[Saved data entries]
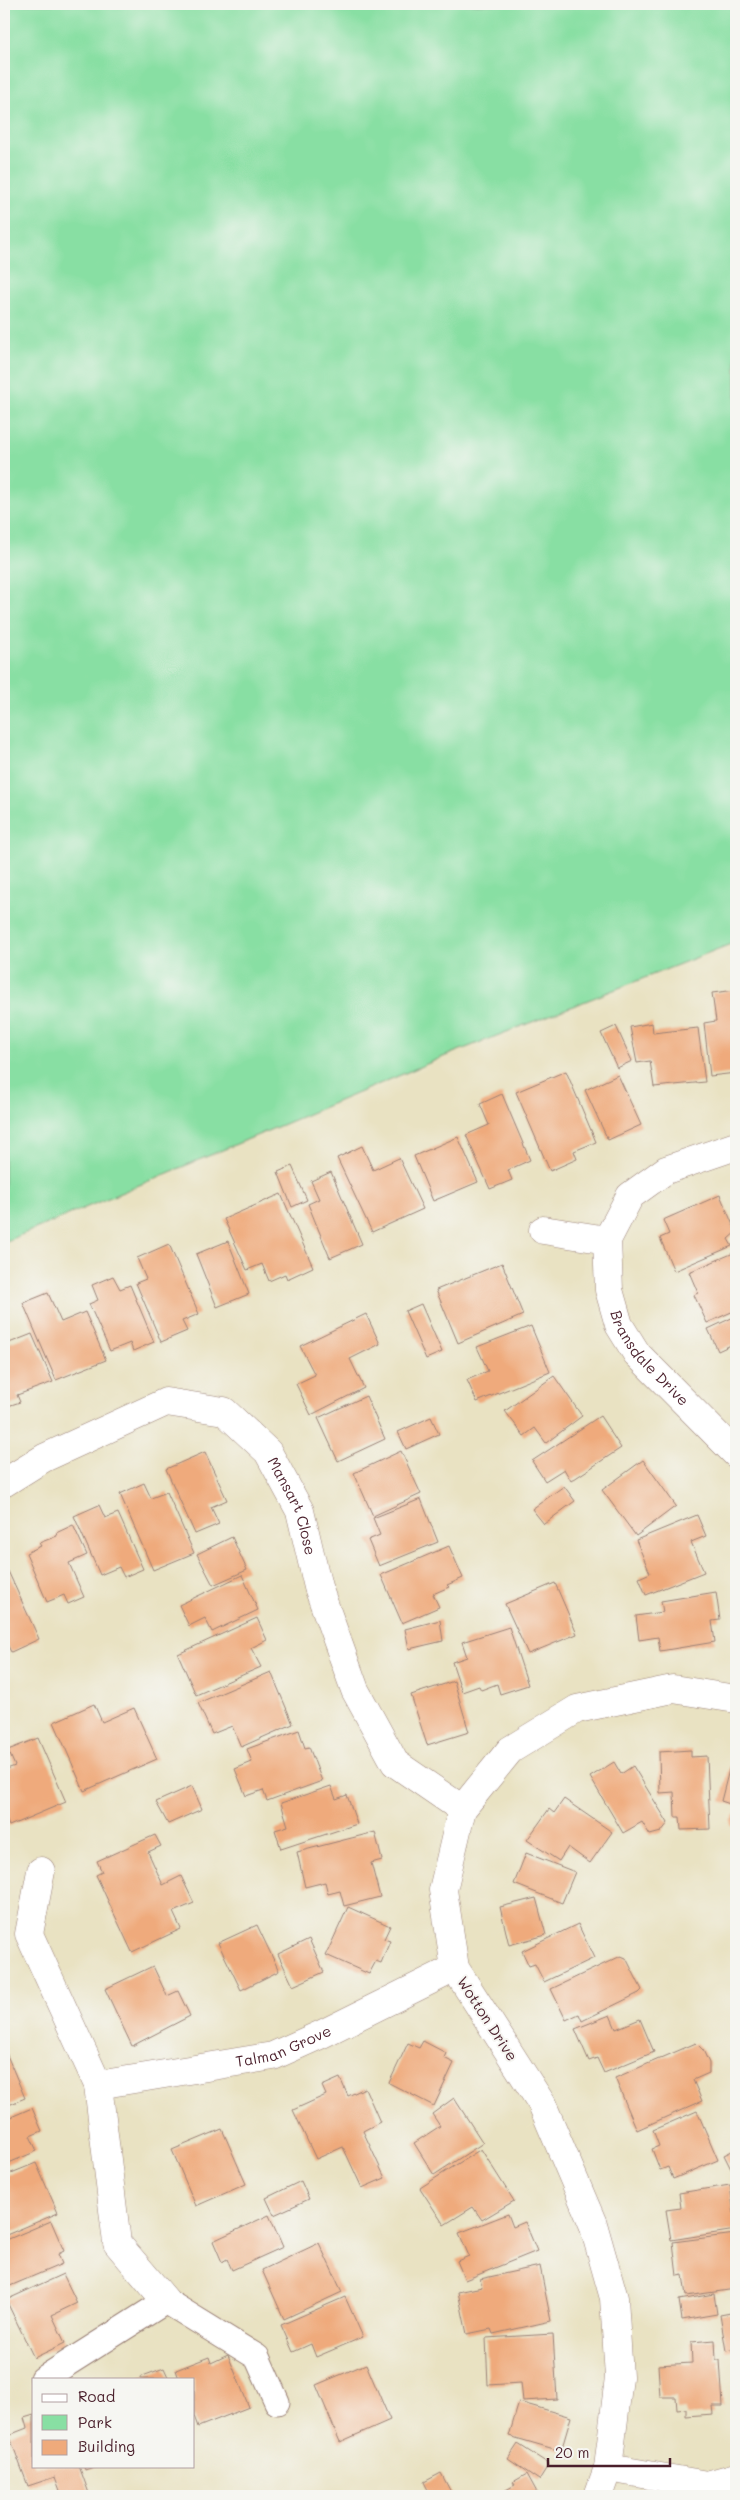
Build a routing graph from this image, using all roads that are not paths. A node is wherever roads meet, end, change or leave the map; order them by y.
1 (736, 1146) edge
2 (544, 1230) dead end
3 (607, 1240) junction
4 (736, 1454) edge
5 (4, 1484) edge
6 (736, 1699) edge
7 (462, 1809) junction
8 (41, 1871) dead end
9 (455, 1968) junction
10 (98, 2085) junction
11 (166, 2302) junction
12 (45, 2378) edge
13 (277, 2402) dead end
14 (608, 2468) junction
15 (736, 2477) edge
16 (598, 2496) edge

1 - 3 street, Bransdale Drive
2 - 3 street
3 - 4 street, Bransdale Drive
5 - 7 street, Mansart Close
6 - 7 street, Wotton Drive
7 - 9 street, Wotton Drive
8 - 10 street
9 - 10 street, Talman Grove
9 - 14 street, Wotton Drive
10 - 11 street
11 - 12 lane
11 - 13 lane
14 - 15 street
14 - 16 street, Wotton Drive

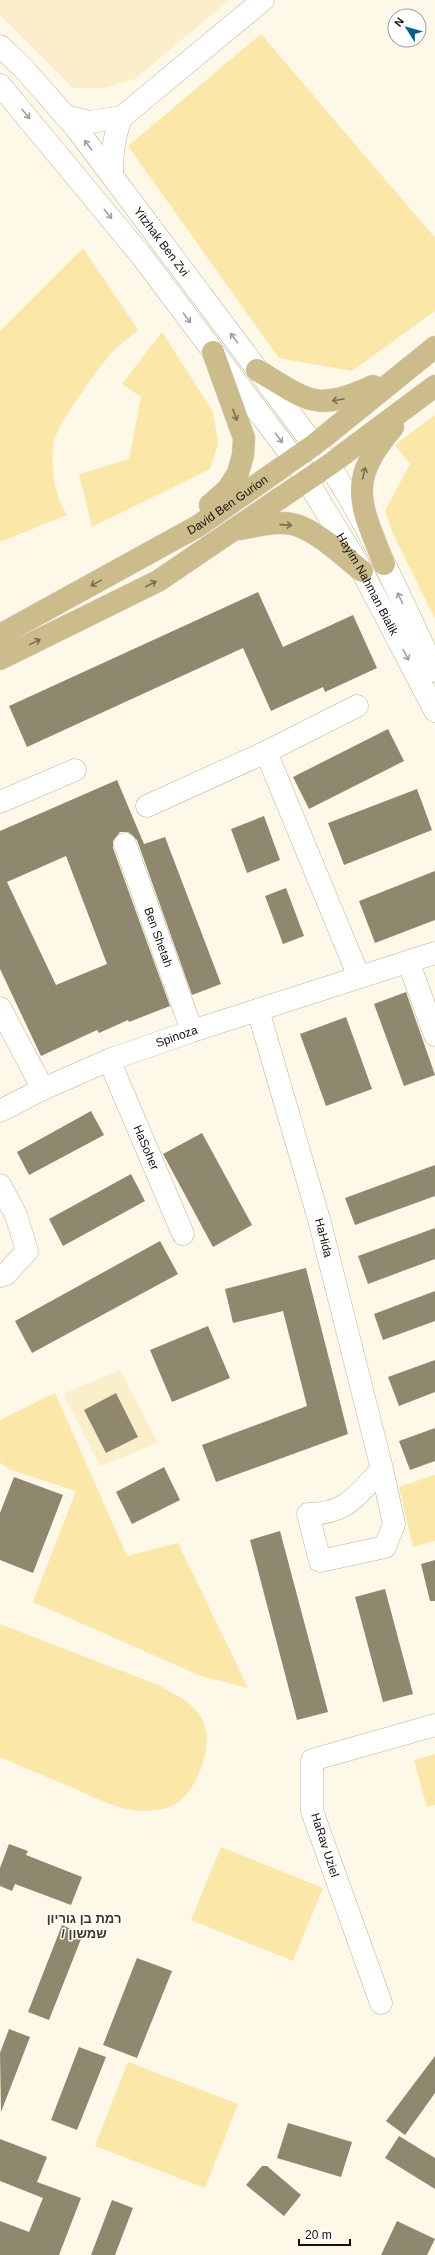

### Required action
Should a picture appear among the entries, skip it and copy the rest exactly.

### Solution
Build a routing graph from this image, using all roads that are not paths. A node is wherever roads meet, end, change or leave the map; order them by y.
1 (736, 1146) edge
2 (544, 1230) dead end
3 (607, 1240) junction
4 (736, 1454) edge
5 (4, 1484) edge
6 (736, 1699) edge
7 (462, 1809) junction
8 (41, 1871) dead end
9 (455, 1968) junction
10 (98, 2085) junction
11 (166, 2302) junction
12 (45, 2378) edge
13 (277, 2402) dead end
14 (608, 2468) junction
15 (736, 2477) edge
16 (598, 2496) edge

1 - 3 street, Bransdale Drive
2 - 3 street
3 - 4 street, Bransdale Drive
5 - 7 street, Mansart Close
6 - 7 street, Wotton Drive
7 - 9 street, Wotton Drive
8 - 10 street
9 - 10 street, Talman Grove
9 - 14 street, Wotton Drive
10 - 11 street
11 - 12 lane
11 - 13 lane
14 - 15 street
14 - 16 street, Wotton Drive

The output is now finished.